▶ [Problem]: Please give back the listing exactly, without any of its pictures.

▶ [Data to process]:
------------------------------------------------
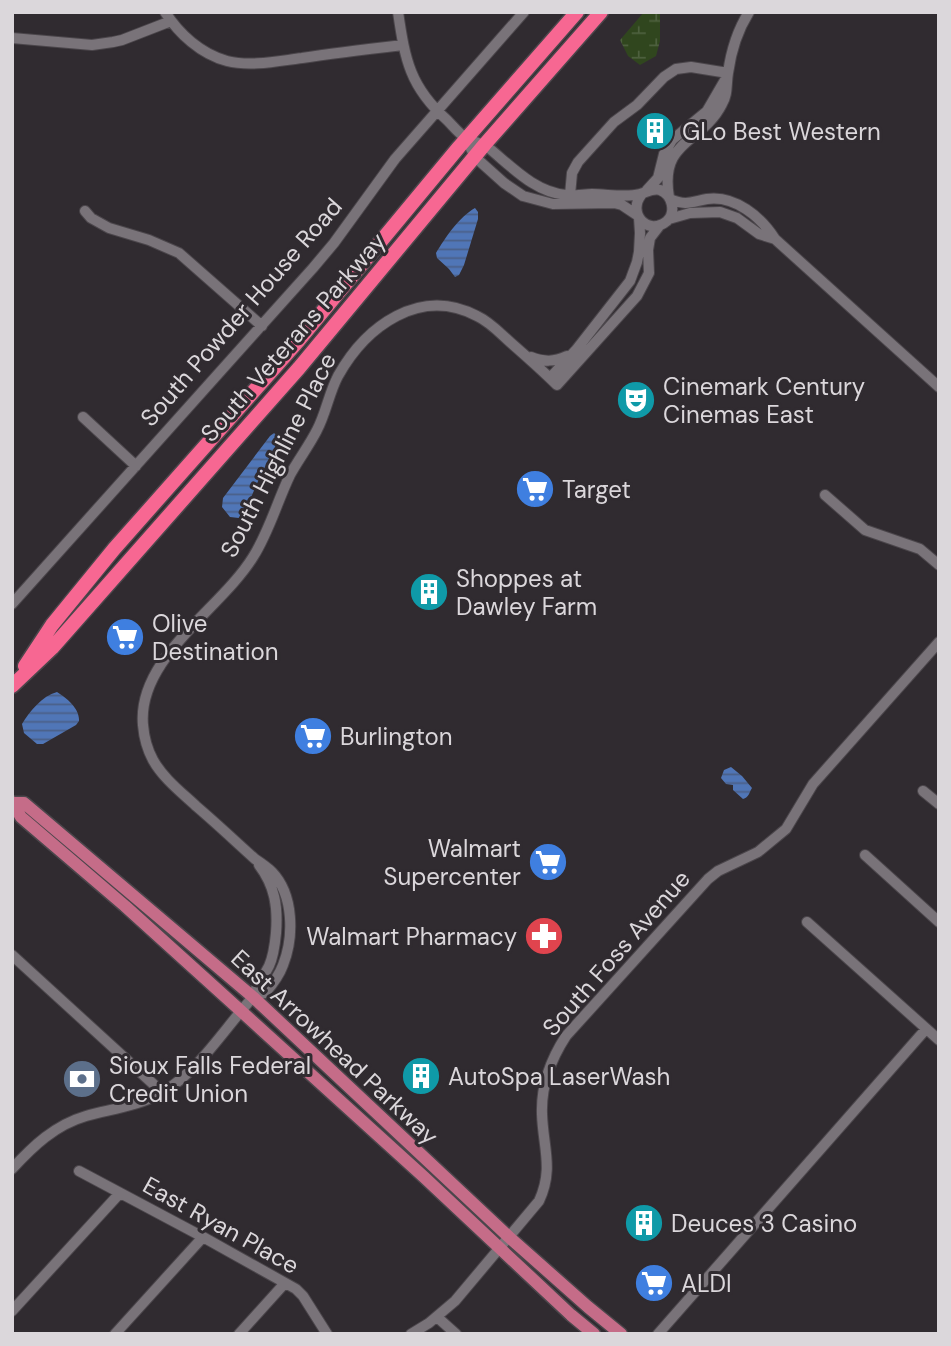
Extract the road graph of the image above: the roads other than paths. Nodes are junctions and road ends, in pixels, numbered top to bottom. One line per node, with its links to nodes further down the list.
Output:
1 (398, 12): 8 (street)
2 (524, 12): 10 (street, South Powder House Road)
3 (577, 12): 11 (highway, South Veterans Parkway)
4 (601, 12): 12 (highway, South Veterans Parkway)
5 (749, 12): 9 (street)
6 (168, 17): 7 (street); 8 (street)
7 (12, 38)
8 (403, 45): 10 (street)
9 (728, 75): 14 (street); 15 (street); 16 (street)
10 (436, 111): 11 (street); 21 (street, South Powder House Road)
11 (466, 138): 12 (street); 13 (street); 32 (highway, South Veterans Parkway)
12 (485, 144): 13 (highway, South Veterans Parkway); 15 (street)
13 (475, 157): 18 (street); 32 (highway, South Veterans Parkway)
14 (644, 192): 15 (street); 16 (street); 18 (street)
15 (570, 195)
16 (669, 198): 19 (street); 20 (street)
17 (85, 211): 21 (street)
18 (638, 217): 19 (street); 23 (street)
19 (664, 222): 20 (street); 24 (street)
20 (775, 239): 25 (street)
21 (262, 326): 27 (street, South Powder House Road)
22 (519, 350): 23 (street); 24 (street, South Highline Place); 37 (street, South Highline Place)
23 (576, 350): 24 (street)
24 (554, 381)
25 (939, 387)
26 (83, 417): 27 (street)
27 (136, 467): 30 (street, South Powder House Road)
28 (825, 495): 29 (street)
29 (939, 565)
30 (12, 604)
31 (939, 642): 50 (street, South Foss Avenue)
32 (12, 686)
33 (923, 791): 35 (street)
34 (13, 803): 41 (main road, East Arrowhead Parkway); 42 (main road, East Arrowhead Parkway)
35 (939, 804)
36 (865, 855): 39 (street)
37 (255, 859): 41 (street, South Highline Place); 41 (street, South Highline Place)
38 (807, 922): 43 (street)
39 (939, 922)
40 (12, 956): 45 (street)
41 (254, 996): 42 (street); 50 (main road, East Arrowhead Parkway)
42 (241, 1010): 45 (street); 51 (main road, East Arrowhead Parkway)
43 (926, 1029): 44 (street); 62 (street)
44 (939, 1040)
45 (162, 1092): 46 (street)
46 (12, 1168)
47 (79, 1171): 48 (street, East Ryan Place)
48 (120, 1193): 49 (street, East Ryan Place); 53 (street)
49 (202, 1237): 52 (street, East Ryan Place); 55 (street)
50 (509, 1237): 51 (street, South Foss Avenue); 61 (main road, East Arrowhead Parkway)
51 (499, 1248): 54 (street, South Foss Avenue); 60 (main road, East Arrowhead Parkway)
52 (285, 1283): 56 (street); 57 (street, East Ryan Place)
53 (12, 1311)
54 (437, 1317): 58 (street, South Foss Avenue); 59 (street)
55 (115, 1334)
56 (239, 1334)
57 (327, 1334)
58 (411, 1334)
59 (456, 1334)
60 (594, 1334)
61 (621, 1334)
62 (658, 1334)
------------------------------------------------
▶ [Answer section]:
Extract the road graph of the image above: the roads other than paths. Nodes are junctions and road ends, in pixels, numbered top to bottom. One line per node, with its links to nodes further down the list.
Output:
1 (398, 12): 8 (street)
2 (524, 12): 10 (street, South Powder House Road)
3 (577, 12): 11 (highway, South Veterans Parkway)
4 (601, 12): 12 (highway, South Veterans Parkway)
5 (749, 12): 9 (street)
6 (168, 17): 7 (street); 8 (street)
7 (12, 38)
8 (403, 45): 10 (street)
9 (728, 75): 14 (street); 15 (street); 16 (street)
10 (436, 111): 11 (street); 21 (street, South Powder House Road)
11 (466, 138): 12 (street); 13 (street); 32 (highway, South Veterans Parkway)
12 (485, 144): 13 (highway, South Veterans Parkway); 15 (street)
13 (475, 157): 18 (street); 32 (highway, South Veterans Parkway)
14 (644, 192): 15 (street); 16 (street); 18 (street)
15 (570, 195)
16 (669, 198): 19 (street); 20 (street)
17 (85, 211): 21 (street)
18 (638, 217): 19 (street); 23 (street)
19 (664, 222): 20 (street); 24 (street)
20 (775, 239): 25 (street)
21 (262, 326): 27 (street, South Powder House Road)
22 (519, 350): 23 (street); 24 (street, South Highline Place); 37 (street, South Highline Place)
23 (576, 350): 24 (street)
24 (554, 381)
25 (939, 387)
26 (83, 417): 27 (street)
27 (136, 467): 30 (street, South Powder House Road)
28 (825, 495): 29 (street)
29 (939, 565)
30 (12, 604)
31 (939, 642): 50 (street, South Foss Avenue)
32 (12, 686)
33 (923, 791): 35 (street)
34 (13, 803): 41 (main road, East Arrowhead Parkway); 42 (main road, East Arrowhead Parkway)
35 (939, 804)
36 (865, 855): 39 (street)
37 (255, 859): 41 (street, South Highline Place); 41 (street, South Highline Place)
38 (807, 922): 43 (street)
39 (939, 922)
40 (12, 956): 45 (street)
41 (254, 996): 42 (street); 50 (main road, East Arrowhead Parkway)
42 (241, 1010): 45 (street); 51 (main road, East Arrowhead Parkway)
43 (926, 1029): 44 (street); 62 (street)
44 (939, 1040)
45 (162, 1092): 46 (street)
46 (12, 1168)
47 (79, 1171): 48 (street, East Ryan Place)
48 (120, 1193): 49 (street, East Ryan Place); 53 (street)
49 (202, 1237): 52 (street, East Ryan Place); 55 (street)
50 (509, 1237): 51 (street, South Foss Avenue); 61 (main road, East Arrowhead Parkway)
51 (499, 1248): 54 (street, South Foss Avenue); 60 (main road, East Arrowhead Parkway)
52 (285, 1283): 56 (street); 57 (street, East Ryan Place)
53 (12, 1311)
54 (437, 1317): 58 (street, South Foss Avenue); 59 (street)
55 (115, 1334)
56 (239, 1334)
57 (327, 1334)
58 (411, 1334)
59 (456, 1334)
60 (594, 1334)
61 (621, 1334)
62 (658, 1334)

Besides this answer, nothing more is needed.